## Description of the task
Show only those lines of the entries where the string "Avenue" is found.

Saved entries:
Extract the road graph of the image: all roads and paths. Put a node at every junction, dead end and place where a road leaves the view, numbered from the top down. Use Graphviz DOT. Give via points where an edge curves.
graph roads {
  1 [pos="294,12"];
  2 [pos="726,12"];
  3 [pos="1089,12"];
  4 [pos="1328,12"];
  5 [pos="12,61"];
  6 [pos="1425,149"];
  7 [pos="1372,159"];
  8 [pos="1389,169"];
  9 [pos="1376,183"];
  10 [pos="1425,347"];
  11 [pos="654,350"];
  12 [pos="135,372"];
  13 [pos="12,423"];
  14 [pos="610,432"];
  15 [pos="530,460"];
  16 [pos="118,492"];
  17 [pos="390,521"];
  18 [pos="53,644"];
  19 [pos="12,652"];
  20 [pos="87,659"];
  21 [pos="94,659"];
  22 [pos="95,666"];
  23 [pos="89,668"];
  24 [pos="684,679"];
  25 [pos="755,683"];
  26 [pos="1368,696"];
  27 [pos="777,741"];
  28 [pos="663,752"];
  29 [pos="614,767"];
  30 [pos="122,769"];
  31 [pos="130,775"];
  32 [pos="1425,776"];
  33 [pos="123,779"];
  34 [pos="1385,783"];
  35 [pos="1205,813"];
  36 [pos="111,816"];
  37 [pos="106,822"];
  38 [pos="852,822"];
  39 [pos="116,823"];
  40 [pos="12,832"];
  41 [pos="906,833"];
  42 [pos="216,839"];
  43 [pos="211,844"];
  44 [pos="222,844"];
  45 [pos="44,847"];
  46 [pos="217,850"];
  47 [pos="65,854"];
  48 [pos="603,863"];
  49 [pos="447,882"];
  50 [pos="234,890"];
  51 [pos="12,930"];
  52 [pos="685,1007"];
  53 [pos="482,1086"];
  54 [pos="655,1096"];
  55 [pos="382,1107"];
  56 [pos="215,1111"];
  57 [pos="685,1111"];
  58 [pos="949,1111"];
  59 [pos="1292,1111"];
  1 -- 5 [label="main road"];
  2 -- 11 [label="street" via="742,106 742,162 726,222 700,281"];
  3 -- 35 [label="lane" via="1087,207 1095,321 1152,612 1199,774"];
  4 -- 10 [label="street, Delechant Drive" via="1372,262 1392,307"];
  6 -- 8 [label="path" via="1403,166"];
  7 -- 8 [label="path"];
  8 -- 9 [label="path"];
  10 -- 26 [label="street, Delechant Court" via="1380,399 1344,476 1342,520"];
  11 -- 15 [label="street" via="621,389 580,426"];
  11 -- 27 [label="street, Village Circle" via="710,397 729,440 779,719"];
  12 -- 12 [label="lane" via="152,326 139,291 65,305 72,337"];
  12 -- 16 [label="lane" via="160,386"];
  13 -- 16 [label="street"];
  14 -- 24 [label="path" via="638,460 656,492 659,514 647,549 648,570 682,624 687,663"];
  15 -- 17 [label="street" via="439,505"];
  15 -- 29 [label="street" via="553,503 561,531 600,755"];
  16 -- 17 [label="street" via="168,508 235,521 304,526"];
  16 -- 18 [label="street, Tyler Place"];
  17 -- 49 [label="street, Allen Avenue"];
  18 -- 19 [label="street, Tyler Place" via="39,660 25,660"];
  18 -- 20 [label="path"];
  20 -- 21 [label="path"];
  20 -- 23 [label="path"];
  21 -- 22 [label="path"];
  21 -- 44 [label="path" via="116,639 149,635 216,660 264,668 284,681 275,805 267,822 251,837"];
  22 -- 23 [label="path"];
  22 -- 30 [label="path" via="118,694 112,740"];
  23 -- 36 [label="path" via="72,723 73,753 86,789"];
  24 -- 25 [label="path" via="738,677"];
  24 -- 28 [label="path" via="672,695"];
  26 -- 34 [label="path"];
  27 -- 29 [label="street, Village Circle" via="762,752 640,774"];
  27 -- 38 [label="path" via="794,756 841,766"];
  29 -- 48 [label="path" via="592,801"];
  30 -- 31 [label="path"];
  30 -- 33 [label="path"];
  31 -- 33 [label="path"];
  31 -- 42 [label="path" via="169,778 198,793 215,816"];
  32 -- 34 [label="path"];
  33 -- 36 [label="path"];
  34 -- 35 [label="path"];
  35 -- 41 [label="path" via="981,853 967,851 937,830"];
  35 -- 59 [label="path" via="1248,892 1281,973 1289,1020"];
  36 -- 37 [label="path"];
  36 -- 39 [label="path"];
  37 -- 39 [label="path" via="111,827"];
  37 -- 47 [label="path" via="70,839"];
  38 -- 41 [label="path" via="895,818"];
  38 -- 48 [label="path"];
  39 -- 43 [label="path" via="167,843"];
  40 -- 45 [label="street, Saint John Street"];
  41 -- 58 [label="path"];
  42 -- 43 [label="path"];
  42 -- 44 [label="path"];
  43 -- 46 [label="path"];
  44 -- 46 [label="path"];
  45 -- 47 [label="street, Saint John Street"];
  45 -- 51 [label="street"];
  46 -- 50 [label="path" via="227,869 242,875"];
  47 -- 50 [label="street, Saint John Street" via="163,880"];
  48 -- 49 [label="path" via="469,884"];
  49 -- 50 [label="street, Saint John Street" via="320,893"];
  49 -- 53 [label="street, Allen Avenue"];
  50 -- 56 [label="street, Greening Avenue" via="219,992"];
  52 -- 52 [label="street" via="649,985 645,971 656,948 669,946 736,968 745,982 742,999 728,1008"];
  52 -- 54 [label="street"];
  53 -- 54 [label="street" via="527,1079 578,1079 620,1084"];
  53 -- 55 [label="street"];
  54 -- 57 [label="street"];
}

## Response
  17 -- 49 [label="street, Allen Avenue"];
  49 -- 53 [label="street, Allen Avenue"];
  50 -- 56 [label="street, Greening Avenue" via="219,992"];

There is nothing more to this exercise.